2.4 | Analyse PICF Des kits commerciaux de dosage immuno-enzymatique (ELISA) ont été achetés pour la mesure de TNF-α, PGE2, RANKL, RANK, OPG et les dosages ont été effectués conformément aux recommandations des fabricants (Elabscience Biotechnology Co.,Ltd, Wuhan, Chine).

2.5 | Préparation et évaluation de l'ADN génomique Pour l'extraction de l'ADN, les échantillons de plaque sous-gingivale collectés ont été traités à l'aide d'un kit disponible dans le commerce (kit d'extraction d'ADN bactérien GF-1, Vivantis, Malaisie) conformément aux instructions du fabricant.

2.6 | Réaction quantitative en chaîne par polymérase en temps réel Des pathogènes parodontaux putatifs sélectionnés (P. intermedia, T. forsythia, T.denticola, F. nucleatum, P.gingivalis, Streptococcus oralis) et la charge bactérienne totale dans les biofilms sous-gingivaux ont été détectés comme décrit précédemment.

2.7 | Analyse statistique Le programme SPSS 19.0 (IBM Inc., Chicago, IL, USA) a été utilisé pour les analyses statistiques de l'étude.

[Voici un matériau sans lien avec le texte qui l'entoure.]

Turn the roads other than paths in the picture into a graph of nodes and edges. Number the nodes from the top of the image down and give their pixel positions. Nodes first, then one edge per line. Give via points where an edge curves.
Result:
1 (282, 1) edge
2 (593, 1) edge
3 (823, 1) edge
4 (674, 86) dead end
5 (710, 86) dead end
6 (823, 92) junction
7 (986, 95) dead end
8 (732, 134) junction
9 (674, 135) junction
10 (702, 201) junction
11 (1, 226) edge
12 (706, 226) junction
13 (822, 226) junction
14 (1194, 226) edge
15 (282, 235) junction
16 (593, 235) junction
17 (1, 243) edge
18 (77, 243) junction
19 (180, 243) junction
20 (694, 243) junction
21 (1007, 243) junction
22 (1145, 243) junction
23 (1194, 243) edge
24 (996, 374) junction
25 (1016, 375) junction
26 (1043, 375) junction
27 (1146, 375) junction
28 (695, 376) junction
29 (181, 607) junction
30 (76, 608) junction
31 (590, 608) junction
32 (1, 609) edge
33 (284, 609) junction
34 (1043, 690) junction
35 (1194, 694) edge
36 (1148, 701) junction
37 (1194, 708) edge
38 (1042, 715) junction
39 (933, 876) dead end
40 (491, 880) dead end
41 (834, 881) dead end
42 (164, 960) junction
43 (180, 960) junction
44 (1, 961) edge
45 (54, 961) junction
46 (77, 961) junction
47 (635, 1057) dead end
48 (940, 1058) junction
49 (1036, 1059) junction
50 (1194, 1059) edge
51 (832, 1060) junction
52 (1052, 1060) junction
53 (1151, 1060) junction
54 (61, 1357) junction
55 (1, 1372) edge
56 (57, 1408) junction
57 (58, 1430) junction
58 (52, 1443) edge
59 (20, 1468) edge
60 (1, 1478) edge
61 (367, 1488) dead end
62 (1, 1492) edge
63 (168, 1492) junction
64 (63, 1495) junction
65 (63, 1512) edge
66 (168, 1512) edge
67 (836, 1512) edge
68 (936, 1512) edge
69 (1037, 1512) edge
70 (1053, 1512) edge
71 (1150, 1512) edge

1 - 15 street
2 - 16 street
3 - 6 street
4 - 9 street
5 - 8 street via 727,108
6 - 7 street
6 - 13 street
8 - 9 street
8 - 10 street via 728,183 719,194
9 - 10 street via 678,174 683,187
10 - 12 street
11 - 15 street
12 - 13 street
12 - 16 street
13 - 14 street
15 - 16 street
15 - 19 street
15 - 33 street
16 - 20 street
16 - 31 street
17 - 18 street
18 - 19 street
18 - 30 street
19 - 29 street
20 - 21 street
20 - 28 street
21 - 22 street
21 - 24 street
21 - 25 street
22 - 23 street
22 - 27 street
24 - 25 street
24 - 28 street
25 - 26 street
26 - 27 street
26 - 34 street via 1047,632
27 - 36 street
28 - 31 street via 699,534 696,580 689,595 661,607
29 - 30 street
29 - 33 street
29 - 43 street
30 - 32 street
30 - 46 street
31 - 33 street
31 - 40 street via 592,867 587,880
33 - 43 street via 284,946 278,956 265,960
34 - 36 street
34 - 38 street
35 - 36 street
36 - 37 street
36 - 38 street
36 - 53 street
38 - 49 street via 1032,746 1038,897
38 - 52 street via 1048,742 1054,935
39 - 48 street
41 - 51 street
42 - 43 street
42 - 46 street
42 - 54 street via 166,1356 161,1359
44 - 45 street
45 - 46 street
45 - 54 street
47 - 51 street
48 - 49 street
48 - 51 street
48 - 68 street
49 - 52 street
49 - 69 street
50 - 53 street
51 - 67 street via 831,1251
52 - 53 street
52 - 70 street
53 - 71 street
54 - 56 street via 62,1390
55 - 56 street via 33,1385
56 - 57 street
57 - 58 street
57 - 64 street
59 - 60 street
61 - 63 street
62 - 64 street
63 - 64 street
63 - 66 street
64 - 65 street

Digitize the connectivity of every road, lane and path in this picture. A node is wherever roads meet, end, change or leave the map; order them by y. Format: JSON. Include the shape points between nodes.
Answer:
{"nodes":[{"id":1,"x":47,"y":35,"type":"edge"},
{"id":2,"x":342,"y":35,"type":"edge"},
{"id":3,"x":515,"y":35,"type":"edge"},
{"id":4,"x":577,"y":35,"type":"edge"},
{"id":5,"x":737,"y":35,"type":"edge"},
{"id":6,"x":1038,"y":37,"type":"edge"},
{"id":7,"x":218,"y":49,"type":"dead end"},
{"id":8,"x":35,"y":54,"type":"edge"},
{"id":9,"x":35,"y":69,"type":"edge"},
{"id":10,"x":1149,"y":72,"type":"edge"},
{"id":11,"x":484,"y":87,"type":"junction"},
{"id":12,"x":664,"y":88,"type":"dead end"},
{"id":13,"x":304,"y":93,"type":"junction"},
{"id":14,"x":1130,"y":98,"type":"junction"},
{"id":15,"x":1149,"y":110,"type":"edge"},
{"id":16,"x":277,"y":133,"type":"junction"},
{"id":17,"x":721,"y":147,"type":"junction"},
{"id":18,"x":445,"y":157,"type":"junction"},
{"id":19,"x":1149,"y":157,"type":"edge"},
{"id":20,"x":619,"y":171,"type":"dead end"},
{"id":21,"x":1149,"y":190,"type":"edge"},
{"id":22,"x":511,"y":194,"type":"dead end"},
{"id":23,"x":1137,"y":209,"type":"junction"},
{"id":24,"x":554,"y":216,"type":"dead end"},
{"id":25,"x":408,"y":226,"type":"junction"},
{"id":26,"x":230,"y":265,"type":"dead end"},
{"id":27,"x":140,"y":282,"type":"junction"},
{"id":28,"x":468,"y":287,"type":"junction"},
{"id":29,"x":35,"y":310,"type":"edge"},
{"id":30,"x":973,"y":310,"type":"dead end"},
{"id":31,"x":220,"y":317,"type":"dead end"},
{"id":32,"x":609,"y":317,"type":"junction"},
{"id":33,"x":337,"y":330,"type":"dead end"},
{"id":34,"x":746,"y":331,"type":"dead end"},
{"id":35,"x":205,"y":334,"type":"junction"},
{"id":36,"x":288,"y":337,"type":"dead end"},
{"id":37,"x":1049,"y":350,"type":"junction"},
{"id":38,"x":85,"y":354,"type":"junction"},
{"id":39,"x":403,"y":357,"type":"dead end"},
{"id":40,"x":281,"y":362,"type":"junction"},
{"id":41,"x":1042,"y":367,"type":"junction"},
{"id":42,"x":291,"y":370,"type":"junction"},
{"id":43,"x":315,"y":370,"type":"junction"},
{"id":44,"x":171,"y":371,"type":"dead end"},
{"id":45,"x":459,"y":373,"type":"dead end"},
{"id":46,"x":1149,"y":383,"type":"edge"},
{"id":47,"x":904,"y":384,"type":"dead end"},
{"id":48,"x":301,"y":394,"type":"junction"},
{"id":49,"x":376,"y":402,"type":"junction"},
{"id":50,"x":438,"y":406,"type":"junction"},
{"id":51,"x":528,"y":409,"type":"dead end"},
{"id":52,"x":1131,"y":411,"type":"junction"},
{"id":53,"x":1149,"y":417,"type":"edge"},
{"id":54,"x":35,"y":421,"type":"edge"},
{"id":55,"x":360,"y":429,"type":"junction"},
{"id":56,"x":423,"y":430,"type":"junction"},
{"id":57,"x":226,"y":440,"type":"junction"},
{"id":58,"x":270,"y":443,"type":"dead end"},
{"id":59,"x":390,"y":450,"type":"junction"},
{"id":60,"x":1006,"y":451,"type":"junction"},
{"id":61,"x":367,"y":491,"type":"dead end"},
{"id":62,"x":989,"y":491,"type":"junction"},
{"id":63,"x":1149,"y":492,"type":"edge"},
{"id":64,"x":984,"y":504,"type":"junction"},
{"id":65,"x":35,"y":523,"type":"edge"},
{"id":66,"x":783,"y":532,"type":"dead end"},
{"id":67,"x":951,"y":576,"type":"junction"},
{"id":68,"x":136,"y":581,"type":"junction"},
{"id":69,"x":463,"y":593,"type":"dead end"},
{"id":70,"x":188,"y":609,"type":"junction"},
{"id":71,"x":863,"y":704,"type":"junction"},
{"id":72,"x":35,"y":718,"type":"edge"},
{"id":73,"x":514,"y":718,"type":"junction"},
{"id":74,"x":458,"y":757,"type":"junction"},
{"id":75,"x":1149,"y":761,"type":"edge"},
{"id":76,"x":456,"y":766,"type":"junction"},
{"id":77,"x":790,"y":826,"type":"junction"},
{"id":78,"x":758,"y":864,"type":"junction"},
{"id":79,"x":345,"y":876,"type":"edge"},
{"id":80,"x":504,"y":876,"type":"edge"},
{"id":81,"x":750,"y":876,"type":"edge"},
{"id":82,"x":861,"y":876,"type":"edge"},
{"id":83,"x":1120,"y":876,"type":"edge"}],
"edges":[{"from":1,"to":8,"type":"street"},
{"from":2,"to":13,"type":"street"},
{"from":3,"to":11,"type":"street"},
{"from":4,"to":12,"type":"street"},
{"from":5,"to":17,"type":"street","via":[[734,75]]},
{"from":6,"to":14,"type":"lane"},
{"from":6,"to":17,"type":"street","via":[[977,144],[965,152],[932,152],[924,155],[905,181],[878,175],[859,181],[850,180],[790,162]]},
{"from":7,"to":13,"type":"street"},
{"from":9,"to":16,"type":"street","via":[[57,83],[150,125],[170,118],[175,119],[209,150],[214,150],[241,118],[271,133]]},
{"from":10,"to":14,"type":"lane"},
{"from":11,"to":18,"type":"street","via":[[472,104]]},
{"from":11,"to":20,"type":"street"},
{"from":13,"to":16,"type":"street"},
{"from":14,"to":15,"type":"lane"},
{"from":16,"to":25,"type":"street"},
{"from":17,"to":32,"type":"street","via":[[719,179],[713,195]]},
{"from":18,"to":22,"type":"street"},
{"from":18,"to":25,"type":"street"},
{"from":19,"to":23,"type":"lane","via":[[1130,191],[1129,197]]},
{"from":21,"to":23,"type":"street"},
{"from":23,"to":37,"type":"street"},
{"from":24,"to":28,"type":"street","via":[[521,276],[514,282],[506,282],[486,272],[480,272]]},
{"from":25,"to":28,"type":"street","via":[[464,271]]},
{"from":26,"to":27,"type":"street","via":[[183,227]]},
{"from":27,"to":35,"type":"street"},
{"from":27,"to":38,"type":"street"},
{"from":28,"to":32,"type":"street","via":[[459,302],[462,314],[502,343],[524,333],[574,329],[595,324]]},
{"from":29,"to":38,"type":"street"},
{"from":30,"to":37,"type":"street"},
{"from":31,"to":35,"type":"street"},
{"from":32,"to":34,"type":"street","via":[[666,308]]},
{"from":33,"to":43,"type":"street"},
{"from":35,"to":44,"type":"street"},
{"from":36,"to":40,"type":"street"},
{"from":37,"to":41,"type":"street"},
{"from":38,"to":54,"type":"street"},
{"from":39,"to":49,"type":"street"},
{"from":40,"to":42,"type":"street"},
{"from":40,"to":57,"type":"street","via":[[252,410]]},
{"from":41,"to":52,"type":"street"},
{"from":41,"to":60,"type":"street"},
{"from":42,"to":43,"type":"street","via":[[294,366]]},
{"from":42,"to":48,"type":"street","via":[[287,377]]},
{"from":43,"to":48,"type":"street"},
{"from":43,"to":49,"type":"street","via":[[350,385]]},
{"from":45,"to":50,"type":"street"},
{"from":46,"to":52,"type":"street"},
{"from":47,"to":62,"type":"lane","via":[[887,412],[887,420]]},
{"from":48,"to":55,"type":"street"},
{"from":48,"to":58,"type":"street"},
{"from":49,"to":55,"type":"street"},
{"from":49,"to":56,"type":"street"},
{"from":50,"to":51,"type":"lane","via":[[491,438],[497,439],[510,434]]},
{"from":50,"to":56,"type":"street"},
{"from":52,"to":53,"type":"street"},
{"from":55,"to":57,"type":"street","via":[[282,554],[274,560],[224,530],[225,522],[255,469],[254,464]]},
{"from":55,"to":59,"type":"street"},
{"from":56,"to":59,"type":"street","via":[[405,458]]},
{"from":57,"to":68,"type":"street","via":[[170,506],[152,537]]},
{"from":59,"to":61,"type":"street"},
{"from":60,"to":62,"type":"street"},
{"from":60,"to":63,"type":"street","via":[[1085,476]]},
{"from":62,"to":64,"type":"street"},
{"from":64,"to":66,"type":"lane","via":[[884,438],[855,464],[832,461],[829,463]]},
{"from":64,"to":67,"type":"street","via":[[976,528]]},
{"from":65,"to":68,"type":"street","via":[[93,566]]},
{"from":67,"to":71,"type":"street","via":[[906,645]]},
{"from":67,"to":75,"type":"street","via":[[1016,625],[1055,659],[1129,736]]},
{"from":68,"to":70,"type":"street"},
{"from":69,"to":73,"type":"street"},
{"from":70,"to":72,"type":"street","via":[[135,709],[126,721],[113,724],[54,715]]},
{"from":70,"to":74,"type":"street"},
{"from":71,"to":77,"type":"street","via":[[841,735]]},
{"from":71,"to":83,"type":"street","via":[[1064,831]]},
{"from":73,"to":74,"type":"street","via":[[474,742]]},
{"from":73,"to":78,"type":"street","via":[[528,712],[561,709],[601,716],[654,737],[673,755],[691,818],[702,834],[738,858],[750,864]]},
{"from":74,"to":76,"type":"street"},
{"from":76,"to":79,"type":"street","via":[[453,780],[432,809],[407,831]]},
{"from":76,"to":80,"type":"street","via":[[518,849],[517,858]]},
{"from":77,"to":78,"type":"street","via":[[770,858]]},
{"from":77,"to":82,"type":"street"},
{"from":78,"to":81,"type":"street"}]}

Le test de normalité pour les variables numériques continues a été effectué avec la méthode d'analyse de Kolmogorov-Smirnov. Étant donné que toutes les variables n'étaient pas distribuées normalement, les méthodes non paramétriques ont été privilégiées dans les analyses. La méthode Mann-Whitney U a été préférée pour deux groupes indépendants, tandis que Kruskal-Wallis a été utilisée pour plusieurs groupes. p<0,05 a été accepté statistiquement significatif.